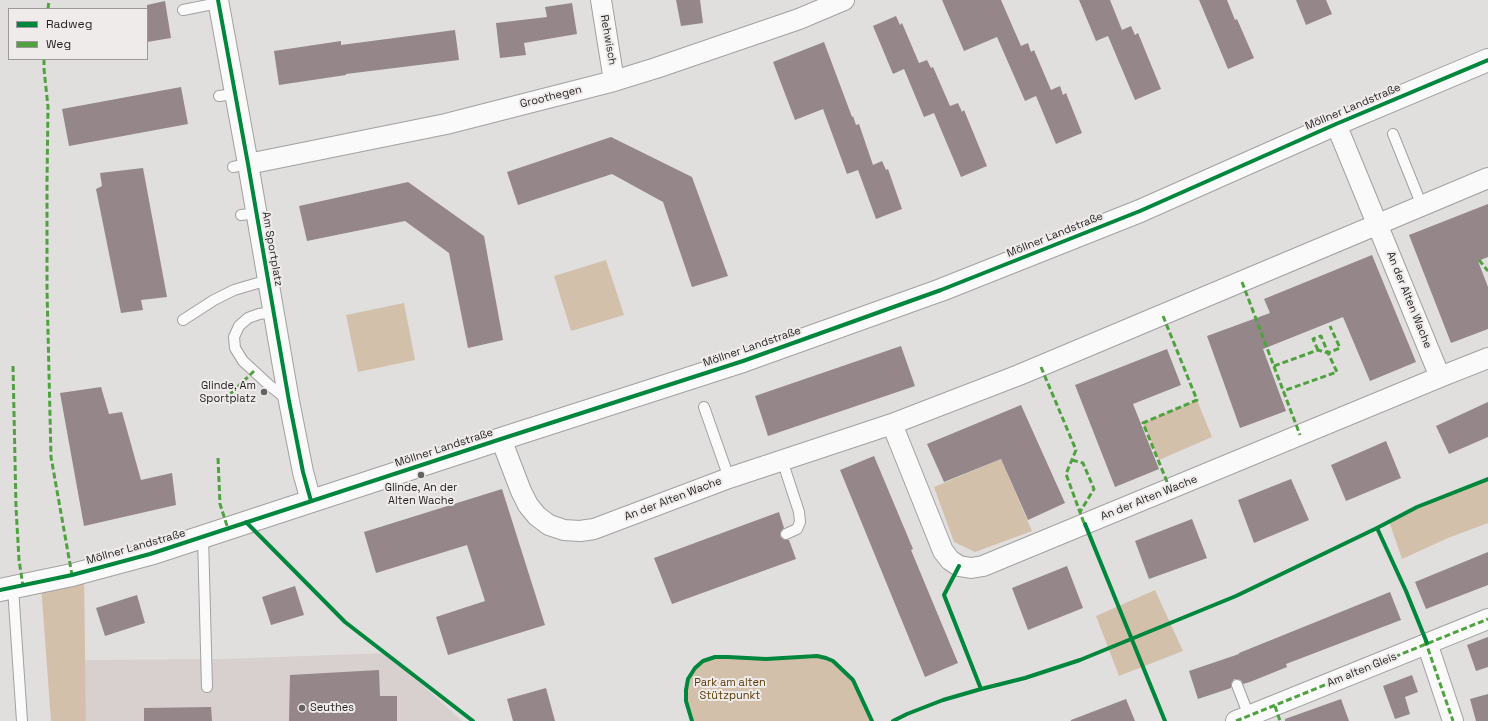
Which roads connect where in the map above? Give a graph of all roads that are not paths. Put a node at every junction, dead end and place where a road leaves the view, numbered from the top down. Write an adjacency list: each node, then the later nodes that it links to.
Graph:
1 (601, 0): 6 (street, Rehwisch)
2 (844, 0): 6 (street, Groothegen)
3 (218, 2): 4 (lane); 9 (street, Am Sportplatz)
4 (183, 10)
5 (1488, 60): 7 (main road, Möllner Landstraße)
6 (614, 81): 9 (street, Groothegen)
7 (1336, 124): 12 (street, An der Alten Wache); 21 (main road, Möllner Landstraße)
8 (1393, 134): 11 (lane)
9 (241, 166): 13 (street, Am Sportplatz)
10 (1488, 178): 11 (street, An der Alten Wache)
11 (1422, 206): 12 (street, An der Alten Wache)
12 (1378, 224): 17 (street, An der Alten Wache); 20 (street, An der Alten Wache)
13 (268, 280): 14 (street, Am Sportplatz); 15 (lane)
14 (274, 312): 18 (street, Am Sportplatz); 18 (lane)
15 (183, 320)
16 (1488, 358): 17 (street, An der Alten Wache)
17 (1440, 377): 20 (street, An der Alten Wache)
18 (289, 401): 24 (street, Am Sportplatz)
19 (704, 407): 23 (lane)
20 (892, 424): 22 (street, An der Alten Wache)
21 (501, 439): 23 (street, An der Alten Wache); 24 (main road, Möllner Landstraße)
22 (782, 460): 23 (street, An der Alten Wache); 25 (lane)
23 (729, 478)
24 (311, 501): 26 (main road, Möllner Landstraße)
25 (786, 534)
26 (203, 537): 27 (main road, Möllner Landstraße); 31 (lane)
27 (7, 589): 34 (lane)
28 (1488, 619): 29 (street, Am alten Gleis)
29 (1427, 643): 32 (street, Am alten Gleis); 35 (street)
30 (1236, 685): 33 (lane)
31 (207, 686)
32 (1278, 713): 33 (street, Am alten Gleis)
33 (1243, 718)
34 (22, 721)
35 (1453, 721)

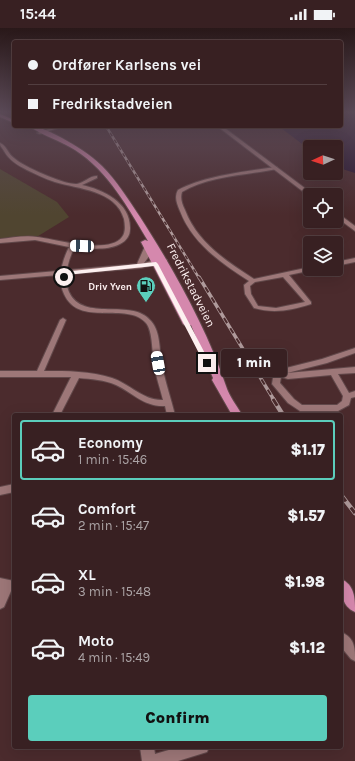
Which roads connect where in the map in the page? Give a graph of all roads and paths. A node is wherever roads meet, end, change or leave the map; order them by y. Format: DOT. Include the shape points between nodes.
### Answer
graph roads {
  1 [pos="3,146"];
  2 [pos="69,146"];
  3 [pos="71,146"];
  4 [pos="246,146"];
  5 [pos="78,151"];
  6 [pos="275,168"];
  7 [pos="95,177"];
  8 [pos="78,185"];
  9 [pos="303,189"];
  10 [pos="127,203"];
  11 [pos="343,220"];
  12 [pos="355,229"];
  13 [pos="0,241"];
  14 [pos="72,246"];
  15 [pos="148,248"];
  16 [pos="355,260"];
  17 [pos="158,262"];
  18 [pos="140,263"];
  19 [pos="343,263"];
  20 [pos="119,268"];
  21 [pos="303,270"];
  22 [pos="63,274"];
  23 [pos="284,274"];
  24 [pos="0,278"];
  25 [pos="252,281"];
  26 [pos="63,320"];
  27 [pos="355,350"];
  28 [pos="355,370"];
  29 [pos="333,372"];
  30 [pos="277,373"];
  31 [pos="0,374"];
  32 [pos="39,374"];
  33 [pos="76,376"];
  34 [pos="351,395"];
  35 [pos="168,403"];
  36 [pos="57,413"];
  37 [pos="170,413"];
  38 [pos="235,413"];
  39 [pos="12,488"];
  40 [pos="0,491"];
  41 [pos="7,584"];
  42 [pos="343,589"];
  43 [pos="0,603"];
  44 [pos="355,605"];
  45 [pos="343,640"];
  46 [pos="355,655"];
  47 [pos="147,749"];
  48 [pos="195,749"];
  49 [pos="148,761"];
  50 [pos="155,761"];
  1 -- 8 [label="street" via="11,158 26,167 50,179"];
  2 -- 5 [label="main road, Fredrikstadveien"];
  3 -- 5 [label="main road, Fredrikstadveien"];
  4 -- 6 [label="main road"];
  5 -- 10 [label="main road, Fredrikstadveien" via="94,161 107,174"];
  6 -- 9 [label="main road"];
  6 -- 25 [label="street" via="201,183 183,189 178,194 185,220 205,245 225,263"];
  7 -- 8 [label="street"];
  8 -- 14 [label="street" via="101,192 116,202 126,218 127,229 124,239 116,244"];
  10 -- 15 [label="main road, Fredrikstadveien"];
  10 -- 17 [label="main road, Fredrikstadveien"];
  11 -- 12 [label="main road"];
  13 -- 14 [label="street" via="35,238"];
  14 -- 22 [label="street"];
  15 -- 17 [label="main road, Fredrikstadveien"];
  15 -- 18 [label="main road"];
  16 -- 19 [label="street"];
  17 -- 18 [label="main road"];
  17 -- 20 [label="main road"];
  17 -- 38 [label="main road, Fredrikstadveien" via="188,308"];
  18 -- 20 [label="main road"];
  20 -- 22 [label="main road"];
  21 -- 23 [label="street"];
  22 -- 24 [label="main road"];
  22 -- 35 [label="street" via="67,296 77,305 96,311 131,313 147,320"];
  23 -- 25 [label="street"];
  23 -- 25 [label="street" via="309,303 282,309 256,307 246,290"];
  26 -- 32 [label="street"];
  27 -- 30 [label="street"];
  28 -- 29 [label="street"];
  29 -- 30 [label="street" via="288,376"];
  29 -- 34 [label="street"];
  30 -- 34 [label="street" via="276,384 300,408 338,408 346,403"];
  31 -- 32 [label="street"];
  32 -- 33 [label="street"];
  33 -- 35 [label="street" via="107,379 119,383 152,403"];
  33 -- 36 [label="street"];
  35 -- 37 [label="street"];
  39 -- 40 [label="street"];
  41 -- 43 [label="street"];
  42 -- 44 [label="main road"];
  45 -- 46 [label="street"];
  47 -- 49 [label="street"];
  48 -- 50 [label="street"];
}
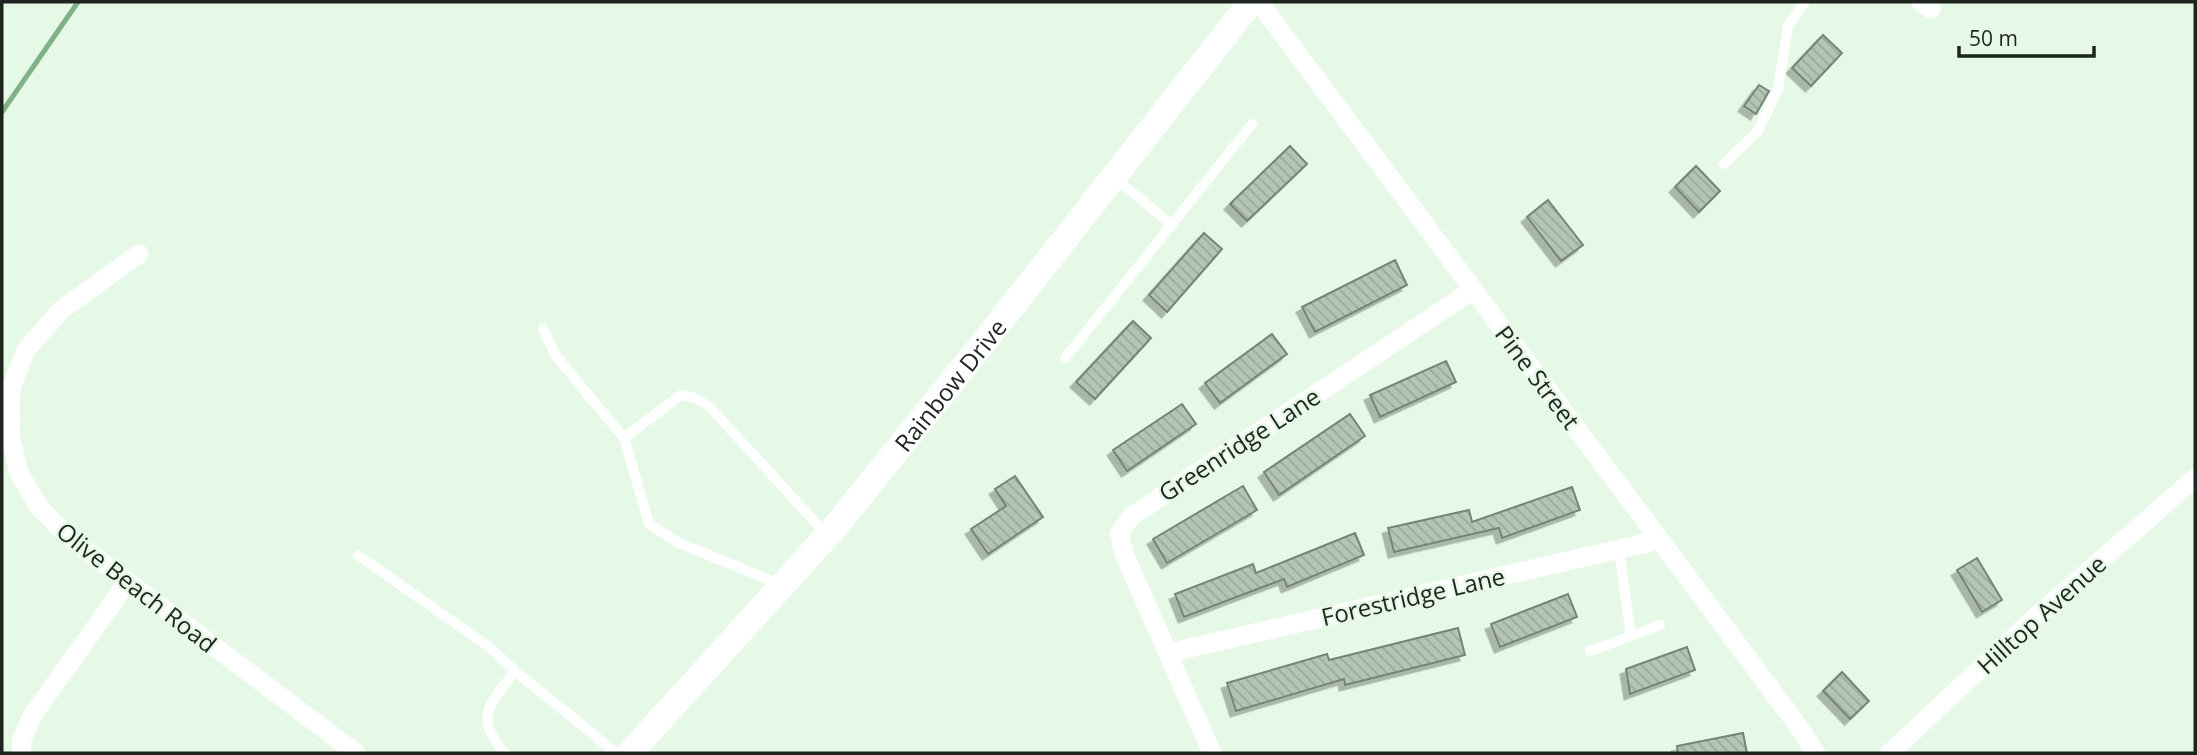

- [Exercise instructions]: Could you output the full set of entries exactly, skipping every picture?

- [Task output]:
Which roads connect where in the map above? Give a graph of all roads that are not paths. Put a node at every junction, dead end and place where a road leaves the view, numbered from the top down. Write an adjacency list: each node, then the later nodes that it links to.
Graph:
1 (601, 0): 6 (street, Rehwisch)
2 (844, 0): 6 (street, Groothegen)
3 (218, 2): 4 (lane); 9 (street, Am Sportplatz)
4 (183, 10)
5 (1488, 60): 7 (main road, Möllner Landstraße)
6 (614, 81): 9 (street, Groothegen)
7 (1336, 124): 12 (street, An der Alten Wache); 21 (main road, Möllner Landstraße)
8 (1393, 134): 11 (lane)
9 (241, 166): 13 (street, Am Sportplatz)
10 (1488, 178): 11 (street, An der Alten Wache)
11 (1422, 206): 12 (street, An der Alten Wache)
12 (1378, 224): 17 (street, An der Alten Wache); 20 (street, An der Alten Wache)
13 (268, 280): 14 (street, Am Sportplatz); 15 (lane)
14 (274, 312): 18 (street, Am Sportplatz); 18 (lane)
15 (183, 320)
16 (1488, 358): 17 (street, An der Alten Wache)
17 (1440, 377): 20 (street, An der Alten Wache)
18 (289, 401): 24 (street, Am Sportplatz)
19 (704, 407): 23 (lane)
20 (892, 424): 22 (street, An der Alten Wache)
21 (501, 439): 23 (street, An der Alten Wache); 24 (main road, Möllner Landstraße)
22 (782, 460): 23 (street, An der Alten Wache); 25 (lane)
23 (729, 478)
24 (311, 501): 26 (main road, Möllner Landstraße)
25 (786, 534)
26 (203, 537): 27 (main road, Möllner Landstraße); 31 (lane)
27 (7, 589): 34 (lane)
28 (1488, 619): 29 (street, Am alten Gleis)
29 (1427, 643): 32 (street, Am alten Gleis); 35 (street)
30 (1236, 685): 33 (lane)
31 (207, 686)
32 (1278, 713): 33 (street, Am alten Gleis)
33 (1243, 718)
34 (22, 721)
35 (1453, 721)

Which roads connect where in the map in the page? Give a graph of all roads and paths. A node is wherever roads meet, end, change or leave the map; order them by y. Format: DOT. Include the shape points between nodes.
### Answer
graph roads {
  1 [pos="3,146"];
  2 [pos="69,146"];
  3 [pos="71,146"];
  4 [pos="246,146"];
  5 [pos="78,151"];
  6 [pos="275,168"];
  7 [pos="95,177"];
  8 [pos="78,185"];
  9 [pos="303,189"];
  10 [pos="127,203"];
  11 [pos="343,220"];
  12 [pos="355,229"];
  13 [pos="0,241"];
  14 [pos="72,246"];
  15 [pos="148,248"];
  16 [pos="355,260"];
  17 [pos="158,262"];
  18 [pos="140,263"];
  19 [pos="343,263"];
  20 [pos="119,268"];
  21 [pos="303,270"];
  22 [pos="63,274"];
  23 [pos="284,274"];
  24 [pos="0,278"];
  25 [pos="252,281"];
  26 [pos="63,320"];
  27 [pos="355,350"];
  28 [pos="355,370"];
  29 [pos="333,372"];
  30 [pos="277,373"];
  31 [pos="0,374"];
  32 [pos="39,374"];
  33 [pos="76,376"];
  34 [pos="351,395"];
  35 [pos="168,403"];
  36 [pos="57,413"];
  37 [pos="170,413"];
  38 [pos="235,413"];
  39 [pos="12,488"];
  40 [pos="0,491"];
  41 [pos="7,584"];
  42 [pos="343,589"];
  43 [pos="0,603"];
  44 [pos="355,605"];
  45 [pos="343,640"];
  46 [pos="355,655"];
  47 [pos="147,749"];
  48 [pos="195,749"];
  49 [pos="148,761"];
  50 [pos="155,761"];
  1 -- 8 [label="street" via="11,158 26,167 50,179"];
  2 -- 5 [label="main road, Fredrikstadveien"];
  3 -- 5 [label="main road, Fredrikstadveien"];
  4 -- 6 [label="main road"];
  5 -- 10 [label="main road, Fredrikstadveien" via="94,161 107,174"];
  6 -- 9 [label="main road"];
  6 -- 25 [label="street" via="201,183 183,189 178,194 185,220 205,245 225,263"];
  7 -- 8 [label="street"];
  8 -- 14 [label="street" via="101,192 116,202 126,218 127,229 124,239 116,244"];
  10 -- 15 [label="main road, Fredrikstadveien"];
  10 -- 17 [label="main road, Fredrikstadveien"];
  11 -- 12 [label="main road"];
  13 -- 14 [label="street" via="35,238"];
  14 -- 22 [label="street"];
  15 -- 17 [label="main road, Fredrikstadveien"];
  15 -- 18 [label="main road"];
  16 -- 19 [label="street"];
  17 -- 18 [label="main road"];
  17 -- 20 [label="main road"];
  17 -- 38 [label="main road, Fredrikstadveien" via="188,308"];
  18 -- 20 [label="main road"];
  20 -- 22 [label="main road"];
  21 -- 23 [label="street"];
  22 -- 24 [label="main road"];
  22 -- 35 [label="street" via="67,296 77,305 96,311 131,313 147,320"];
  23 -- 25 [label="street"];
  23 -- 25 [label="street" via="309,303 282,309 256,307 246,290"];
  26 -- 32 [label="street"];
  27 -- 30 [label="street"];
  28 -- 29 [label="street"];
  29 -- 30 [label="street" via="288,376"];
  29 -- 34 [label="street"];
  30 -- 34 [label="street" via="276,384 300,408 338,408 346,403"];
  31 -- 32 [label="street"];
  32 -- 33 [label="street"];
  33 -- 35 [label="street" via="107,379 119,383 152,403"];
  33 -- 36 [label="street"];
  35 -- 37 [label="street"];
  39 -- 40 [label="street"];
  41 -- 43 [label="street"];
  42 -- 44 [label="main road"];
  45 -- 46 [label="street"];
  47 -- 49 [label="street"];
  48 -- 50 [label="street"];
}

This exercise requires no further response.